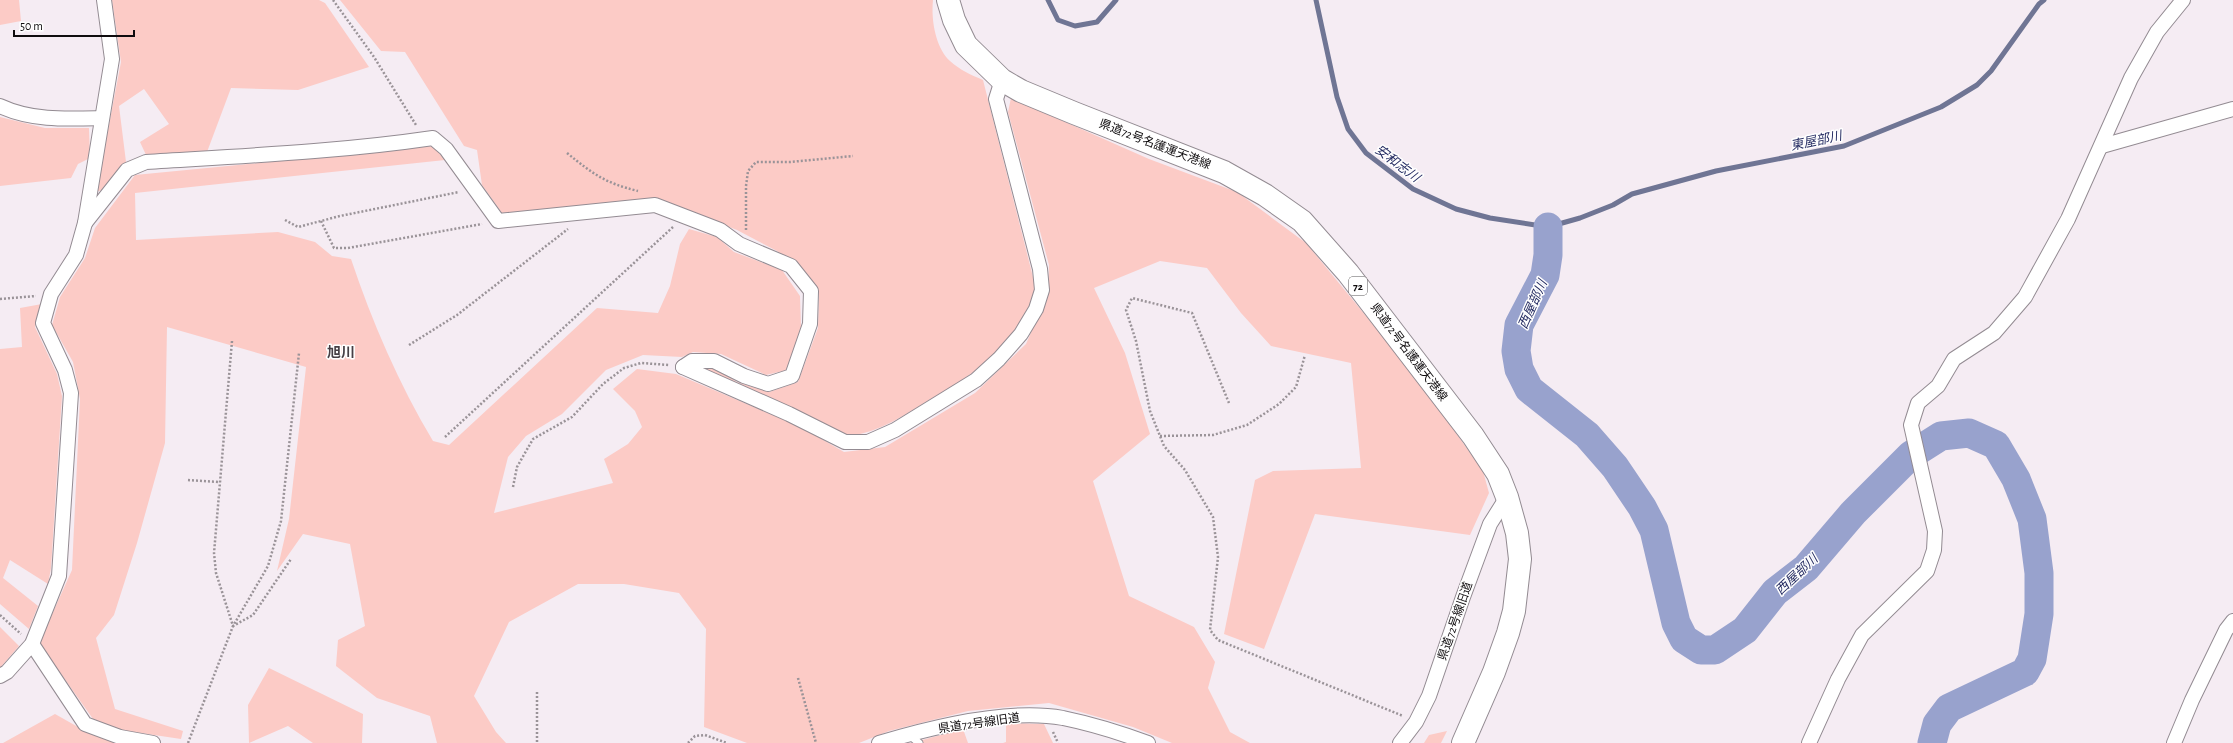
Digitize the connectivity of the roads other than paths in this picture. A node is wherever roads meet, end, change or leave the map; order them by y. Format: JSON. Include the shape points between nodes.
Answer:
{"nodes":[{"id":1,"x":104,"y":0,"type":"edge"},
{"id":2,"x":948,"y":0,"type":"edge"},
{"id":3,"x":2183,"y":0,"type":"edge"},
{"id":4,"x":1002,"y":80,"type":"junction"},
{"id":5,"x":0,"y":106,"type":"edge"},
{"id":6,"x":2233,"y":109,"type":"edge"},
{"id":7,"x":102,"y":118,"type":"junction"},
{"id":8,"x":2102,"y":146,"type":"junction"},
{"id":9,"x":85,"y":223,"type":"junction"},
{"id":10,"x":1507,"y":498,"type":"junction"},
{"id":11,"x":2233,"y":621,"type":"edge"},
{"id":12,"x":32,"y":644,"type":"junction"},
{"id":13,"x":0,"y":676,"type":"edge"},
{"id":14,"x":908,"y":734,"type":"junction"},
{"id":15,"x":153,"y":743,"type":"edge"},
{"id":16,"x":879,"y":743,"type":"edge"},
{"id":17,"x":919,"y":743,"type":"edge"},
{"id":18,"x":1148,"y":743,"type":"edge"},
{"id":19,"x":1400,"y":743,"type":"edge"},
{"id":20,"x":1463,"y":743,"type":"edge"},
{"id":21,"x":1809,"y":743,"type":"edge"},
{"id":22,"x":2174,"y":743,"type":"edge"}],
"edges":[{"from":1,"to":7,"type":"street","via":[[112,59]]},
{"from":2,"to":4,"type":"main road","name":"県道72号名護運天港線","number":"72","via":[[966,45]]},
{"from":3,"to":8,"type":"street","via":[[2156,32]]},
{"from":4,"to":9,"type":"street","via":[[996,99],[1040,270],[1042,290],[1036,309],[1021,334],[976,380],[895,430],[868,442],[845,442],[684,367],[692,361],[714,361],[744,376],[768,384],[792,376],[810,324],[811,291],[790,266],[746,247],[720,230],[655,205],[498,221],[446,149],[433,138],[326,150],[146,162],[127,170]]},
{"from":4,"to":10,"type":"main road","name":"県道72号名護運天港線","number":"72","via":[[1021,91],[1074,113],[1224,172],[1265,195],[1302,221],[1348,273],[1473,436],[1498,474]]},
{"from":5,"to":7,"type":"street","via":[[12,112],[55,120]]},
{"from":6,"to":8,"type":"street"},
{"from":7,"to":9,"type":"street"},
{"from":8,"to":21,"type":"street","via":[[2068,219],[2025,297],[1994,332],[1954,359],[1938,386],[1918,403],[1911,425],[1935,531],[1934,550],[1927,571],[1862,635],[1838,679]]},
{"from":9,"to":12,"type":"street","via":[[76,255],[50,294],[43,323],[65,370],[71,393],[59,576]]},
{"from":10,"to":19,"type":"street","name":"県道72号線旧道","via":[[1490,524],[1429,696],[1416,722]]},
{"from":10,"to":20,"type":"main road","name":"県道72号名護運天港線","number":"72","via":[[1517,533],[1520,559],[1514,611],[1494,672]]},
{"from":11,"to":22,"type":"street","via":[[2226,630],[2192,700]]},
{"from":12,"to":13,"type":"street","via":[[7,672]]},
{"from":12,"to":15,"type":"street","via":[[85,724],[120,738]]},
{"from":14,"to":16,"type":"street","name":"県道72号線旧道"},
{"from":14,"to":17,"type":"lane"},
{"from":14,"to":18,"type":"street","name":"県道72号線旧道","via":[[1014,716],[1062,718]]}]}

=======

Requirement
Each line from the material above that mentions the word "nodes" needs to be copied.

Exercise solution
Digitize the connectivity of the roads other than paths in this picture. A node is wherever roads meet, end, change or leave the map; order them by y. Format: JSON. Include the shape points between nodes.
{"nodes":[{"id":1,"x":104,"y":0,"type":"edge"},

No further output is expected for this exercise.